■ RECORDS FOR THE EXERCISE
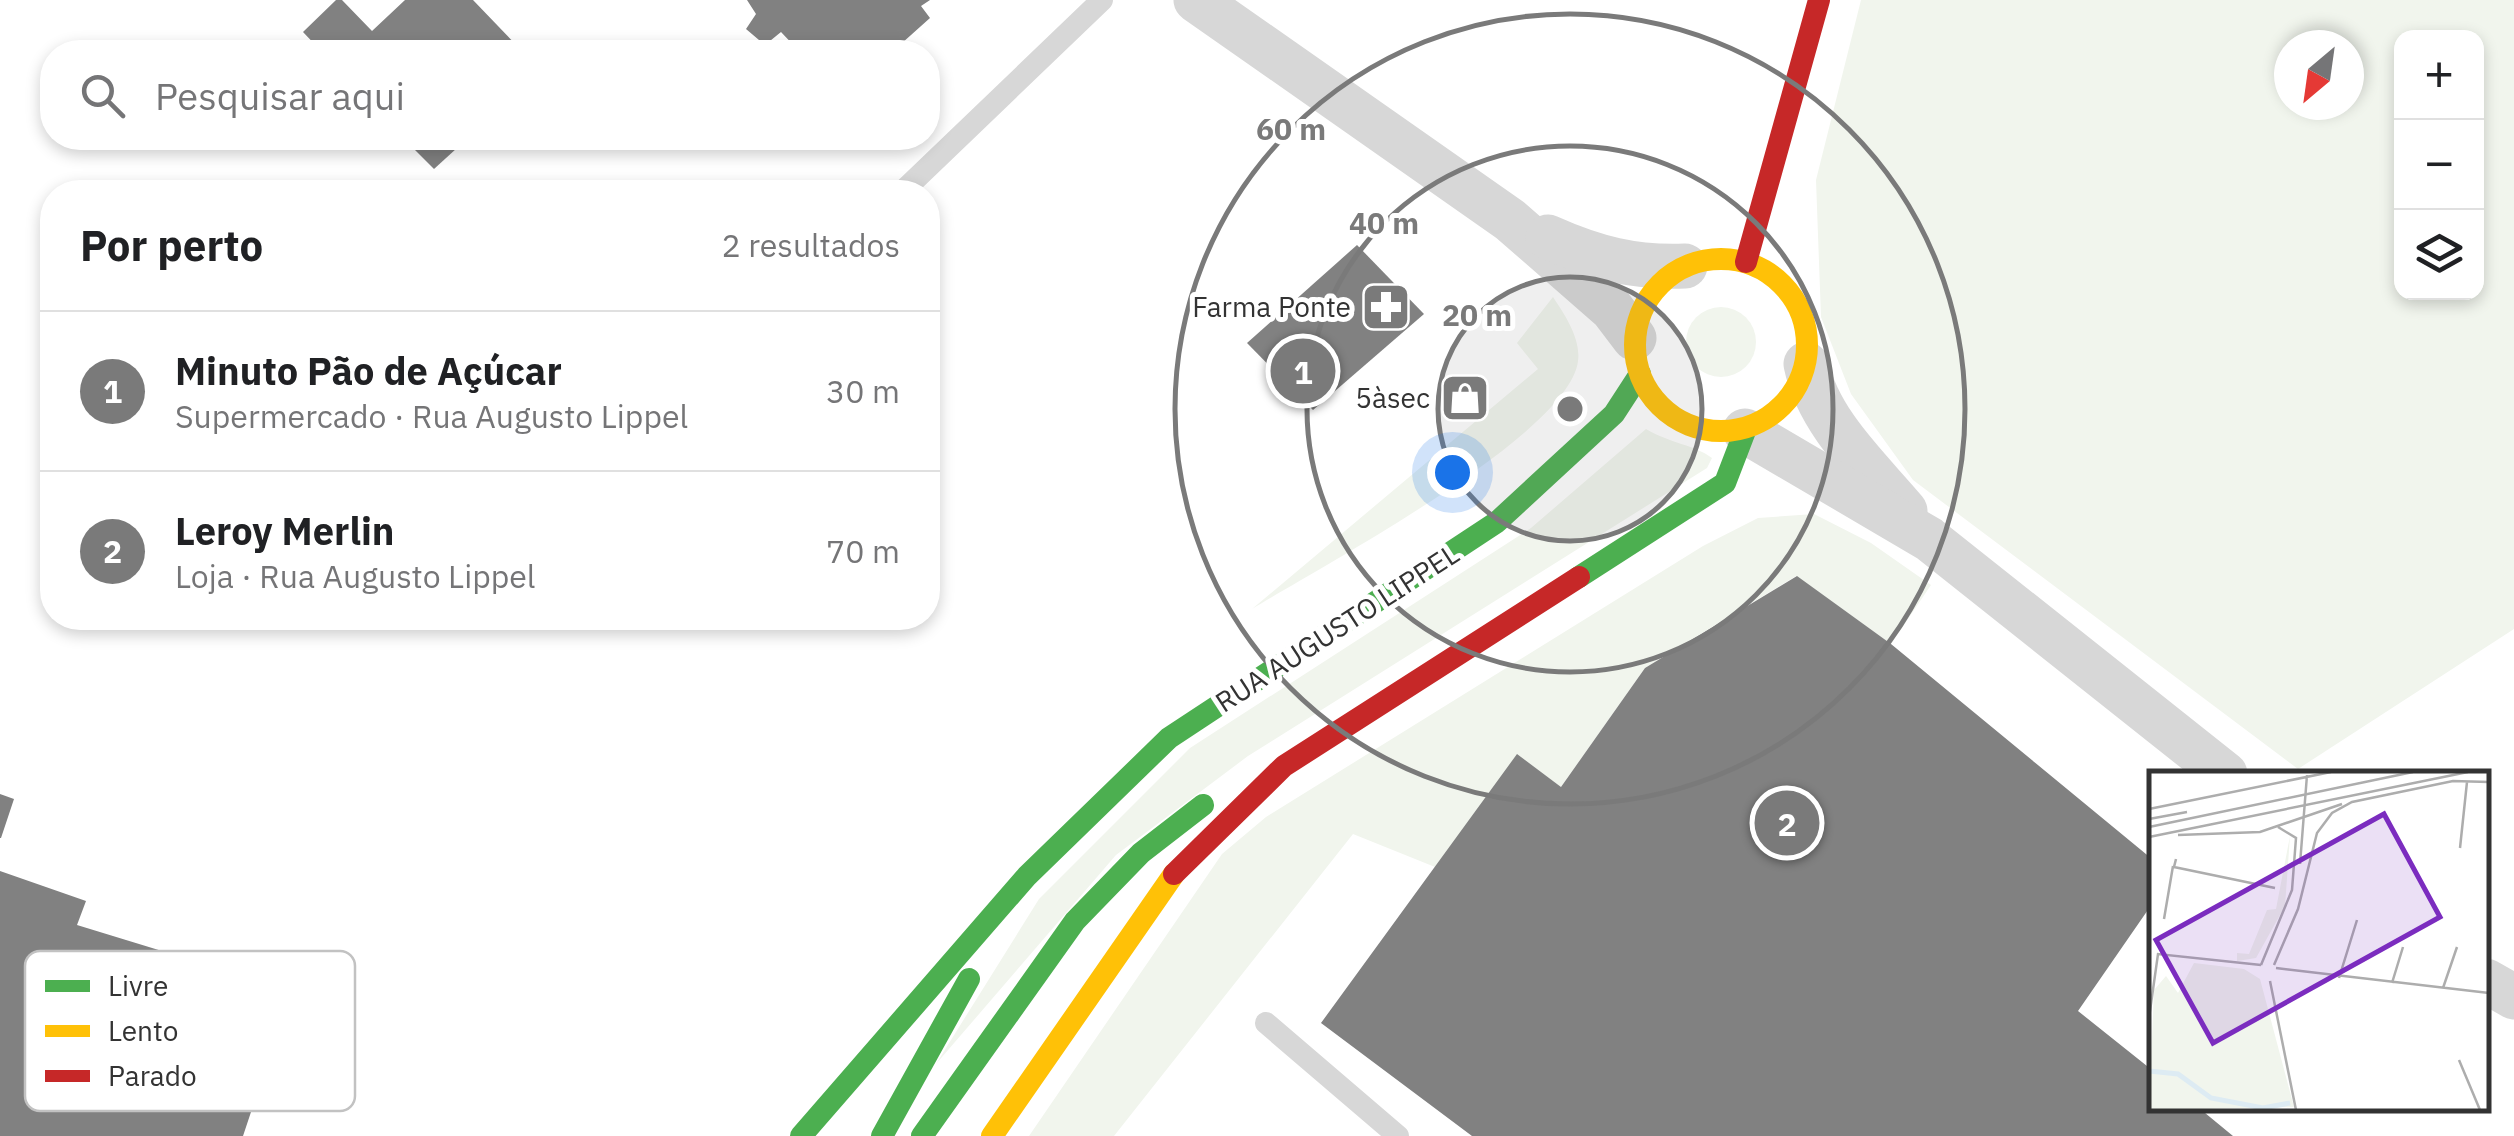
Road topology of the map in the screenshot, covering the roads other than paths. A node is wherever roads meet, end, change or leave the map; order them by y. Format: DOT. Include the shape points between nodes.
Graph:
graph roads {
  1 [pos="1102,0"];
  2 [pos="1196,0"];
  3 [pos="1819,0"];
  4 [pos="914,180"];
  5 [pos="1510,220"];
  6 [pos="1746,262"];
  7 [pos="1685,266"];
  8 [pos="1637,356"];
  9 [pos="1806,364"];
  10 [pos="1745,431"];
  11 [pos="1726,483"];
  12 [pos="1929,539"];
  13 [pos="1284,766"];
  14 [pos="2221,771"];
  15 [pos="1027,876"];
  16 [pos="2489,983"];
  17 [pos="2514,997"];
  18 [pos="1266,1022"];
  19 [pos="801,1136"];
  20 [pos="882,1136"];
  21 [pos="922,1136"];
  22 [pos="992,1136"];
  23 [pos="1398,1136"];
  1 -- 4 [label="lane"];
  2 -- 5 [label="street"];
  3 -- 6 [label="main road"];
  5 -- 7 [label="street" via="1592,258 1644,268"];
  5 -- 8 [label="street" via="1612,308"];
  6 -- 7 [label="main road"];
  6 -- 9 [label="main road" via="1789,290 1802,313"];
  7 -- 8 [label="main road" via="1650,295"];
  8 -- 10 [label="main road" via="1652,397 1670,415 1692,426"];
  8 -- 15 [label="main road, RUA AUGUSTO LIPPEL" via="1614,414 1497,522 1168,738"];
  9 -- 10 [label="main road" via="1784,406"];
  9 -- 12 [label="street" via="1826,414"];
  10 -- 11 [label="main road"];
  10 -- 12 [label="street"];
  11 -- 12 [label="street" via="1826,488"];
  11 -- 13 [label="main road"];
  12 -- 14 [label="street"];
  13 -- 21 [label="main road" via="1208,801 1141,853 1076,921"];
  13 -- 22 [label="main road" via="1174,874"];
  15 -- 19 [label="main road, RUA AUGUSTO LIPPEL"];
  15 -- 20 [label="main road, RUA AUGUSTO LIPPEL"];
  16 -- 17 [label="street"];
  18 -- 23 [label="lane"];
}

■ INSTRUCTIONS TO FOLLOW
Restate the entries above word for word, and keep the pictures out.

■ ANSWER
Road topology of the map in the screenshot, covering the roads other than paths. A node is wherever roads meet, end, change or leave the map; order them by y. Format: DOT. Include the shape points between nodes.
Graph:
graph roads {
  1 [pos="1102,0"];
  2 [pos="1196,0"];
  3 [pos="1819,0"];
  4 [pos="914,180"];
  5 [pos="1510,220"];
  6 [pos="1746,262"];
  7 [pos="1685,266"];
  8 [pos="1637,356"];
  9 [pos="1806,364"];
  10 [pos="1745,431"];
  11 [pos="1726,483"];
  12 [pos="1929,539"];
  13 [pos="1284,766"];
  14 [pos="2221,771"];
  15 [pos="1027,876"];
  16 [pos="2489,983"];
  17 [pos="2514,997"];
  18 [pos="1266,1022"];
  19 [pos="801,1136"];
  20 [pos="882,1136"];
  21 [pos="922,1136"];
  22 [pos="992,1136"];
  23 [pos="1398,1136"];
  1 -- 4 [label="lane"];
  2 -- 5 [label="street"];
  3 -- 6 [label="main road"];
  5 -- 7 [label="street" via="1592,258 1644,268"];
  5 -- 8 [label="street" via="1612,308"];
  6 -- 7 [label="main road"];
  6 -- 9 [label="main road" via="1789,290 1802,313"];
  7 -- 8 [label="main road" via="1650,295"];
  8 -- 10 [label="main road" via="1652,397 1670,415 1692,426"];
  8 -- 15 [label="main road, RUA AUGUSTO LIPPEL" via="1614,414 1497,522 1168,738"];
  9 -- 10 [label="main road" via="1784,406"];
  9 -- 12 [label="street" via="1826,414"];
  10 -- 11 [label="main road"];
  10 -- 12 [label="street"];
  11 -- 12 [label="street" via="1826,488"];
  11 -- 13 [label="main road"];
  12 -- 14 [label="street"];
  13 -- 21 [label="main road" via="1208,801 1141,853 1076,921"];
  13 -- 22 [label="main road" via="1174,874"];
  15 -- 19 [label="main road, RUA AUGUSTO LIPPEL"];
  15 -- 20 [label="main road, RUA AUGUSTO LIPPEL"];
  16 -- 17 [label="street"];
  18 -- 23 [label="lane"];
}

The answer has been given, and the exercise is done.